Below is a block of records; reproduce all of them exactly and leave out any pictures.

* * * * *

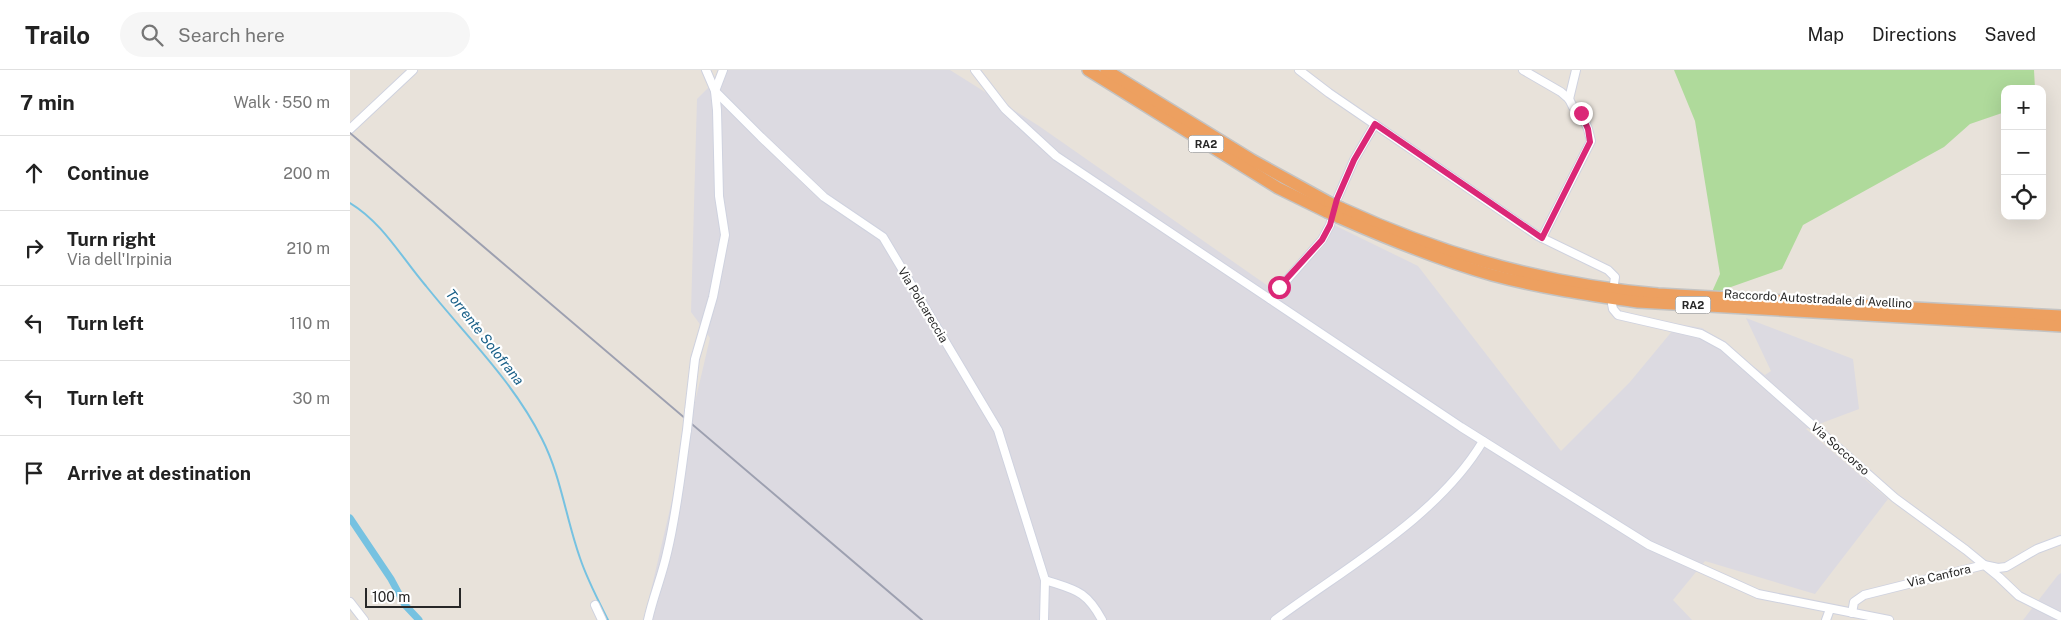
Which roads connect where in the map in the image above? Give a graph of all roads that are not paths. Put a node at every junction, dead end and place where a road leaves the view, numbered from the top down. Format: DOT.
graph roads {
  1 [pos="413,70"];
  2 [pos="706,70"];
  3 [pos="723,70"];
  4 [pos="975,70"];
  5 [pos="1088,70"];
  6 [pos="1106,70"];
  7 [pos="1299,70"];
  8 [pos="1523,70"];
  9 [pos="1576,70"];
  10 [pos="715,91"];
  11 [pos="1569,99"];
  12 [pos="1375,124"];
  13 [pos="350,129"];
  14 [pos="1334,210"];
  15 [pos="1542,238"];
  16 [pos="1614,284"];
  17 [pos="1270,299"];
  18 [pos="1612,304"];
  19 [pos="2061,316"];
  20 [pos="2061,326"];
  21 [pos="1483,441"];
  22 [pos="2061,540"];
  23 [pos="1984,565"];
  24 [pos="1045,580"];
  25 [pos="350,602"];
  26 [pos="596,605"];
  27 [pos="1830,609"];
  28 [pos="1852,613"];
  29 [pos="2061,617"];
  30 [pos="364,620"];
  31 [pos="602,620"];
  32 [pos="648,620"];
  33 [pos="1044,620"];
  34 [pos="1102,620"];
  35 [pos="1275,620"];
  36 [pos="1826,620"];
  37 [pos="1889,620"];
  1 -- 13 [label="street"];
  2 -- 10 [label="street"];
  3 -- 10 [label="street"];
  4 -- 17 [label="street"];
  5 -- 14 [label="highway, Raccordo Autostradale di Avellino / RA2"];
  6 -- 14 [label="highway, Raccordo Autostradale di Avellino / RA2"];
  7 -- 12 [label="street"];
  8 -- 11 [label="street"];
  9 -- 11 [label="street"];
  10 -- 24 [label="street, Via Polcareccia"];
  10 -- 32 [label="street, bridge"];
  11 -- 15 [label="street"];
  12 -- 15 [label="street"];
  12 -- 17 [label="street"];
  14 -- 19 [label="highway, Raccordo Autostradale di Avellino / RA2"];
  14 -- 20 [label="highway, Raccordo Autostradale di Avellino / RA2"];
  15 -- 16 [label="street"];
  17 -- 21 [label="street"];
  18 -- 23 [label="street, Via Soccorso"];
  21 -- 27 [label="street"];
  21 -- 35 [label="street"];
  22 -- 23 [label="street, Via Canfora"];
  23 -- 28 [label="street, Via Canfora"];
  23 -- 29 [label="street, Via Soccorso"];
  24 -- 33 [label="street, Via Polcareccia"];
  24 -- 34 [label="street"];
  25 -- 30 [label="street"];
  26 -- 31 [label="street"];
  27 -- 28 [label="street"];
  27 -- 36 [label="street"];
  28 -- 37 [label="street"];
}
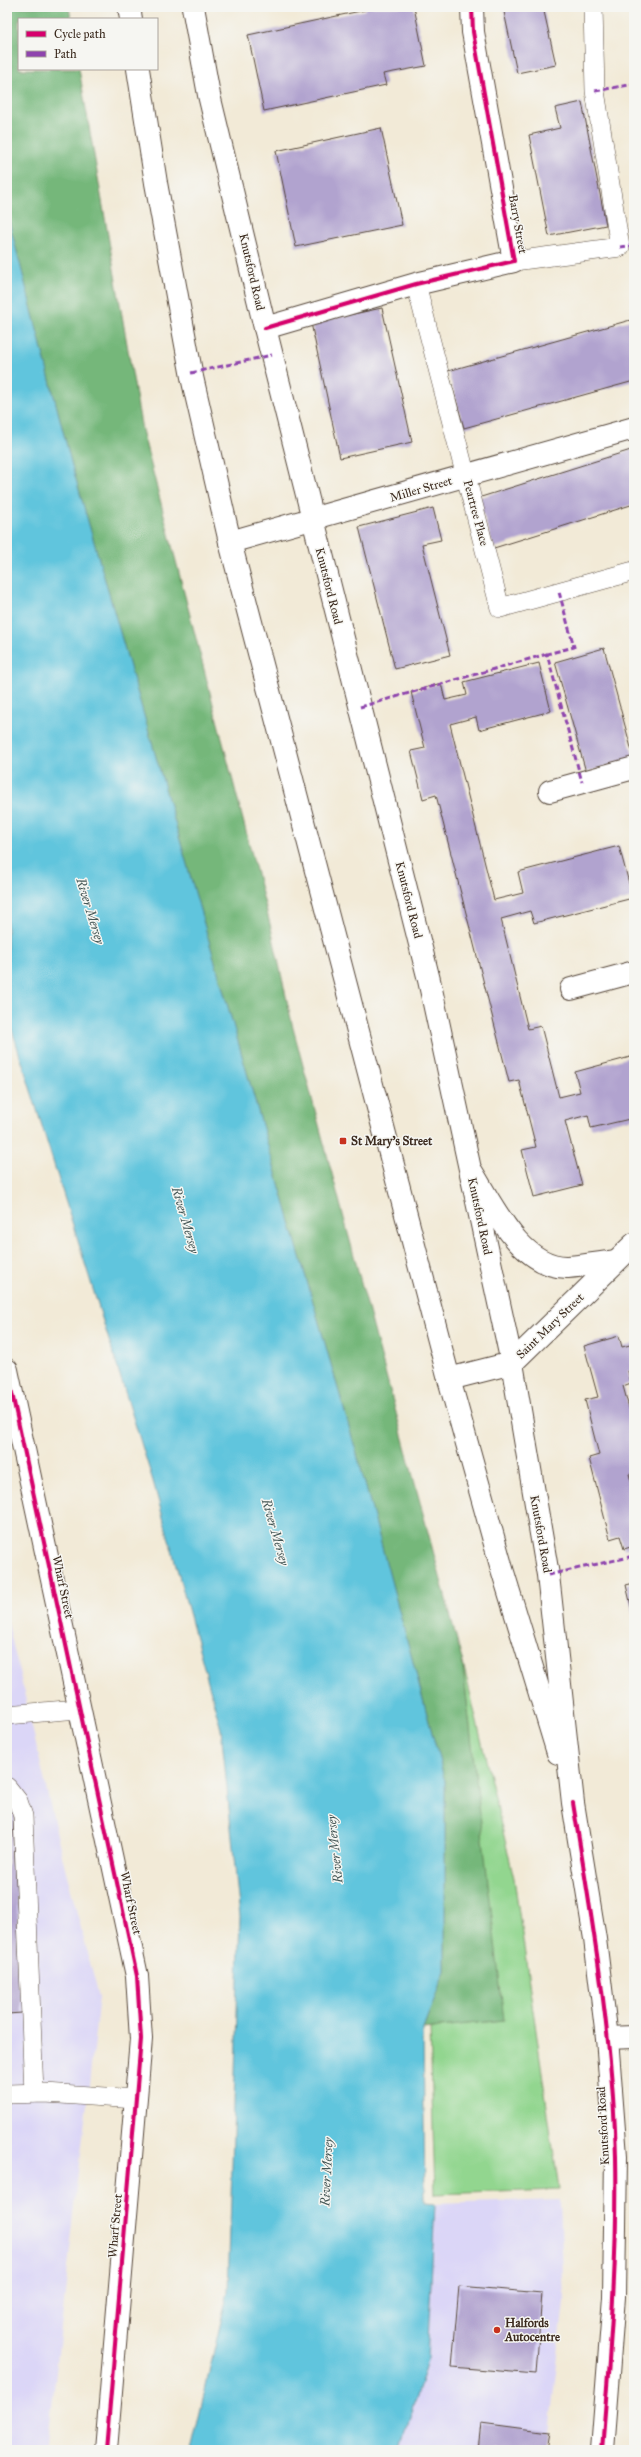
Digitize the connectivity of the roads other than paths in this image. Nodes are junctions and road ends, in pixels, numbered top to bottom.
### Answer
1 (129, 7) edge
2 (193, 7) edge
3 (472, 7) edge
4 (593, 7) edge
5 (131, 18) edge
6 (138, 70) edge
7 (514, 261) junction
8 (416, 284) junction
9 (265, 328) junction
10 (634, 428) edge
11 (466, 476) junction
12 (312, 519) junction
13 (230, 542) junction
14 (634, 571) edge
15 (634, 768) edge
16 (550, 791) dead end
17 (634, 972) edge
18 (571, 989) dead end
19 (470, 1170) junction
20 (634, 1244) edge
21 (616, 1261) junction
22 (512, 1363) junction
23 (7, 1370) edge
24 (449, 1379) junction
25 (78, 1709) junction
26 (7, 1715) edge
27 (11, 1795) edge
28 (573, 1803) junction
29 (634, 2037) edge
30 (607, 2038) junction
31 (34, 2093) junction
32 (7, 2094) edge
33 (136, 2099) junction
34 (106, 2450) edge
35 (602, 2450) edge

1 - 5 main road
2 - 9 main road, Knutsford Road
3 - 7 main road, Barry Street
4 - 7 lane
6 - 13 main road, Knutsford Road
7 - 8 main road, Barry Street
8 - 9 main road, Barry Street
8 - 11 lane, Peartree Place
9 - 12 main road, Knutsford Road
10 - 11 main road, Miller Street
11 - 12 main road, Miller Street
11 - 14 lane, Peartree Place
12 - 13 main road, Miller Street
12 - 19 main road, Knutsford Road
13 - 24 main road, Knutsford Road
15 - 16 main road
17 - 18 main road
19 - 21 main road
19 - 22 main road, Knutsford Road
20 - 21 main road, Saint Mary Street
21 - 22 main road, Saint Mary Street
22 - 24 main road, Saint Mary Street
22 - 28 main road, Knutsford Road
23 - 25 main road, Wharf Street
24 - 28 main road, Knutsford Road
25 - 26 lane
25 - 33 main road, Wharf Street
27 - 31 lane
28 - 30 main road, Knutsford Road
29 - 30 main road
30 - 35 main road, Knutsford Road
31 - 32 lane
31 - 33 lane
33 - 34 main road, Wharf Street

* * * * *

> **PROBLEM SOLUTION**:
Which roads connect where in the map in the image above? Give a graph of all roads that are not paths. Put a node at every junction, dead end and place where a road leaves the view, numbered from the top down. Format: DOT.
graph roads {
  1 [pos="413,70"];
  2 [pos="706,70"];
  3 [pos="723,70"];
  4 [pos="975,70"];
  5 [pos="1088,70"];
  6 [pos="1106,70"];
  7 [pos="1299,70"];
  8 [pos="1523,70"];
  9 [pos="1576,70"];
  10 [pos="715,91"];
  11 [pos="1569,99"];
  12 [pos="1375,124"];
  13 [pos="350,129"];
  14 [pos="1334,210"];
  15 [pos="1542,238"];
  16 [pos="1614,284"];
  17 [pos="1270,299"];
  18 [pos="1612,304"];
  19 [pos="2061,316"];
  20 [pos="2061,326"];
  21 [pos="1483,441"];
  22 [pos="2061,540"];
  23 [pos="1984,565"];
  24 [pos="1045,580"];
  25 [pos="350,602"];
  26 [pos="596,605"];
  27 [pos="1830,609"];
  28 [pos="1852,613"];
  29 [pos="2061,617"];
  30 [pos="364,620"];
  31 [pos="602,620"];
  32 [pos="648,620"];
  33 [pos="1044,620"];
  34 [pos="1102,620"];
  35 [pos="1275,620"];
  36 [pos="1826,620"];
  37 [pos="1889,620"];
  1 -- 13 [label="street"];
  2 -- 10 [label="street"];
  3 -- 10 [label="street"];
  4 -- 17 [label="street"];
  5 -- 14 [label="highway, Raccordo Autostradale di Avellino / RA2"];
  6 -- 14 [label="highway, Raccordo Autostradale di Avellino / RA2"];
  7 -- 12 [label="street"];
  8 -- 11 [label="street"];
  9 -- 11 [label="street"];
  10 -- 24 [label="street, Via Polcareccia"];
  10 -- 32 [label="street, bridge"];
  11 -- 15 [label="street"];
  12 -- 15 [label="street"];
  12 -- 17 [label="street"];
  14 -- 19 [label="highway, Raccordo Autostradale di Avellino / RA2"];
  14 -- 20 [label="highway, Raccordo Autostradale di Avellino / RA2"];
  15 -- 16 [label="street"];
  17 -- 21 [label="street"];
  18 -- 23 [label="street, Via Soccorso"];
  21 -- 27 [label="street"];
  21 -- 35 [label="street"];
  22 -- 23 [label="street, Via Canfora"];
  23 -- 28 [label="street, Via Canfora"];
  23 -- 29 [label="street, Via Soccorso"];
  24 -- 33 [label="street, Via Polcareccia"];
  24 -- 34 [label="street"];
  25 -- 30 [label="street"];
  26 -- 31 [label="street"];
  27 -- 28 [label="street"];
  27 -- 36 [label="street"];
  28 -- 37 [label="street"];
}
Digitize the connectivity of the roads other than paths in this image. Nodes are junctions and road ends, in pixels, numbered top to bottom.
### Answer
1 (129, 7) edge
2 (193, 7) edge
3 (472, 7) edge
4 (593, 7) edge
5 (131, 18) edge
6 (138, 70) edge
7 (514, 261) junction
8 (416, 284) junction
9 (265, 328) junction
10 (634, 428) edge
11 (466, 476) junction
12 (312, 519) junction
13 (230, 542) junction
14 (634, 571) edge
15 (634, 768) edge
16 (550, 791) dead end
17 (634, 972) edge
18 (571, 989) dead end
19 (470, 1170) junction
20 (634, 1244) edge
21 (616, 1261) junction
22 (512, 1363) junction
23 (7, 1370) edge
24 (449, 1379) junction
25 (78, 1709) junction
26 (7, 1715) edge
27 (11, 1795) edge
28 (573, 1803) junction
29 (634, 2037) edge
30 (607, 2038) junction
31 (34, 2093) junction
32 (7, 2094) edge
33 (136, 2099) junction
34 (106, 2450) edge
35 (602, 2450) edge

1 - 5 main road
2 - 9 main road, Knutsford Road
3 - 7 main road, Barry Street
4 - 7 lane
6 - 13 main road, Knutsford Road
7 - 8 main road, Barry Street
8 - 9 main road, Barry Street
8 - 11 lane, Peartree Place
9 - 12 main road, Knutsford Road
10 - 11 main road, Miller Street
11 - 12 main road, Miller Street
11 - 14 lane, Peartree Place
12 - 13 main road, Miller Street
12 - 19 main road, Knutsford Road
13 - 24 main road, Knutsford Road
15 - 16 main road
17 - 18 main road
19 - 21 main road
19 - 22 main road, Knutsford Road
20 - 21 main road, Saint Mary Street
21 - 22 main road, Saint Mary Street
22 - 24 main road, Saint Mary Street
22 - 28 main road, Knutsford Road
23 - 25 main road, Wharf Street
24 - 28 main road, Knutsford Road
25 - 26 lane
25 - 33 main road, Wharf Street
27 - 31 lane
28 - 30 main road, Knutsford Road
29 - 30 main road
30 - 35 main road, Knutsford Road
31 - 32 lane
31 - 33 lane
33 - 34 main road, Wharf Street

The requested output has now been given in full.